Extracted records
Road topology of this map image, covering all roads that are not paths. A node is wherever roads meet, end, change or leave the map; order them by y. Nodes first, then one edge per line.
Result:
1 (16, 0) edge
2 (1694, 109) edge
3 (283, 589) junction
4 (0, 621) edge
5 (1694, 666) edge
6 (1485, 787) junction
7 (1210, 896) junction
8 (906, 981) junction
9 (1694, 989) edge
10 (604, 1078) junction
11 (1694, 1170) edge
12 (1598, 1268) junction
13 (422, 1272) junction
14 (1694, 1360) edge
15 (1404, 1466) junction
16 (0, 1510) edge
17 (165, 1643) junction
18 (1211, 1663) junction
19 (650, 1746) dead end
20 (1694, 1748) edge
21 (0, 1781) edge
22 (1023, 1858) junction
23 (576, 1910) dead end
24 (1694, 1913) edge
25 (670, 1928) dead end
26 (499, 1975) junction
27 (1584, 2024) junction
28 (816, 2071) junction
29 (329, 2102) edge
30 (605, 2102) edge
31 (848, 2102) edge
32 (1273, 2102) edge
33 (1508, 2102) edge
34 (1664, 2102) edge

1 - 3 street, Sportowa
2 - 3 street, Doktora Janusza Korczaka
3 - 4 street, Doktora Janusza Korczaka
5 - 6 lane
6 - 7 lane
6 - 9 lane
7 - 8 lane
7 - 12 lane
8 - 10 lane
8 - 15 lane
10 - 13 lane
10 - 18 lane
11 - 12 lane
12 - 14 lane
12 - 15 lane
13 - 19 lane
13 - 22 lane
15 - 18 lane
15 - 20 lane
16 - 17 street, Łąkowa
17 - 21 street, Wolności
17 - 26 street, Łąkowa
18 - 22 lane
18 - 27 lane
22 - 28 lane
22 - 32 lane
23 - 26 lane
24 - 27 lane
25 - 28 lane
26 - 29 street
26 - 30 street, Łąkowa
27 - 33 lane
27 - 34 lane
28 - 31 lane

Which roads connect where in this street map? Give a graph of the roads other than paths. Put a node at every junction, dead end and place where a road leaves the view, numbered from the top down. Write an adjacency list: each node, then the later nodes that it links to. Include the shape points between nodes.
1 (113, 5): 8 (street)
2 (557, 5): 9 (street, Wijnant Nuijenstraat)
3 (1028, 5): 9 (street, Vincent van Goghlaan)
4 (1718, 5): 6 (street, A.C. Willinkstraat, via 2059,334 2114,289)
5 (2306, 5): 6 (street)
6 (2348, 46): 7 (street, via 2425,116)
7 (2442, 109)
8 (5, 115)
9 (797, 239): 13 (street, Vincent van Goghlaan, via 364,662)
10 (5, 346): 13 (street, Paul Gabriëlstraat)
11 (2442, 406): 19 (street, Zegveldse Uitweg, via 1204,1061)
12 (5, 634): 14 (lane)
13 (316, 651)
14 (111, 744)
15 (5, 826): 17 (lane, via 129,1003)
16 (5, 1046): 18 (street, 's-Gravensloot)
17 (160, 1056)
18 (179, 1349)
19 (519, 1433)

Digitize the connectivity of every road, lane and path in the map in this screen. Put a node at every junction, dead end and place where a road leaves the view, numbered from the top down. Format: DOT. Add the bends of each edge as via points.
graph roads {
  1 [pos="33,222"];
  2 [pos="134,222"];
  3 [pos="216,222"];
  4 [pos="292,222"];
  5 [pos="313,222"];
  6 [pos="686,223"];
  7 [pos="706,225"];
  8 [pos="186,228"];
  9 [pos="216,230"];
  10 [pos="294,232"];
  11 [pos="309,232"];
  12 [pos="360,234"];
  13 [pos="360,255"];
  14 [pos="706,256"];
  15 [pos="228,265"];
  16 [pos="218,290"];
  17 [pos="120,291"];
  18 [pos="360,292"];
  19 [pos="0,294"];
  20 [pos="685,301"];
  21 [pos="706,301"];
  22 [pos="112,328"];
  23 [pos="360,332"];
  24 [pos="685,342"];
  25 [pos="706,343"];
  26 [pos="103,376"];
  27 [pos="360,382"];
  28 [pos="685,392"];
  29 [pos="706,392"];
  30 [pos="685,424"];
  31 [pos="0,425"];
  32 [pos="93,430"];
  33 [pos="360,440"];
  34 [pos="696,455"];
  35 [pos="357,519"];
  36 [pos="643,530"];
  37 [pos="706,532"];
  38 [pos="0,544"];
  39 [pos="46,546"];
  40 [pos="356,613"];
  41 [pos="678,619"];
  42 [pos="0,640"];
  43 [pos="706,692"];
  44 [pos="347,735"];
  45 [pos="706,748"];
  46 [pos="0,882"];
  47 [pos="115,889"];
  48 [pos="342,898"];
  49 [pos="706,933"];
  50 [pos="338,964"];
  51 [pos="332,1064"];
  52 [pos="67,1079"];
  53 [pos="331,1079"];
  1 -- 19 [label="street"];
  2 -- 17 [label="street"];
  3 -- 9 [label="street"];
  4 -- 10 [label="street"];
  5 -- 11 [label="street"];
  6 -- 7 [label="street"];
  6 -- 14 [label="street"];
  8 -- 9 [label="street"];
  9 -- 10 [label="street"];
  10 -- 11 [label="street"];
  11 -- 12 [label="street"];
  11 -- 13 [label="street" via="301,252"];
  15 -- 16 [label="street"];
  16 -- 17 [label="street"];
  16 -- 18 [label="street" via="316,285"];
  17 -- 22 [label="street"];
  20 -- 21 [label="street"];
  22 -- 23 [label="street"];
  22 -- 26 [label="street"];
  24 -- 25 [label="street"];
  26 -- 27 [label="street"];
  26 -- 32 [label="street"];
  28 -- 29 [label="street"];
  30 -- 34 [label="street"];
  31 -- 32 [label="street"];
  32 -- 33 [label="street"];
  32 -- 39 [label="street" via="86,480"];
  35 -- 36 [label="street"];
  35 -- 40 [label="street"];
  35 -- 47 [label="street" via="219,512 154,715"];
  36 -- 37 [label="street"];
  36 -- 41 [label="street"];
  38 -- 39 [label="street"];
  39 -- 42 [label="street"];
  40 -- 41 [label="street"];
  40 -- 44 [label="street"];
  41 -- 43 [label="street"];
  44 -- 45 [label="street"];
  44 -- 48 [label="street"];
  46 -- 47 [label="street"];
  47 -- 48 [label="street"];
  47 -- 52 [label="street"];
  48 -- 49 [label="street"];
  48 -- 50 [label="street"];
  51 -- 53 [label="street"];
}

▶ _REQUIRED ACTION_: Look through the entries above; copy every line holding the string "Goghlaan".

▶ _ANSWER FOR THIS EXERCISE_:
3 (1028, 5): 9 (street, Vincent van Goghlaan)
9 (797, 239): 13 (street, Vincent van Goghlaan, via 364,662)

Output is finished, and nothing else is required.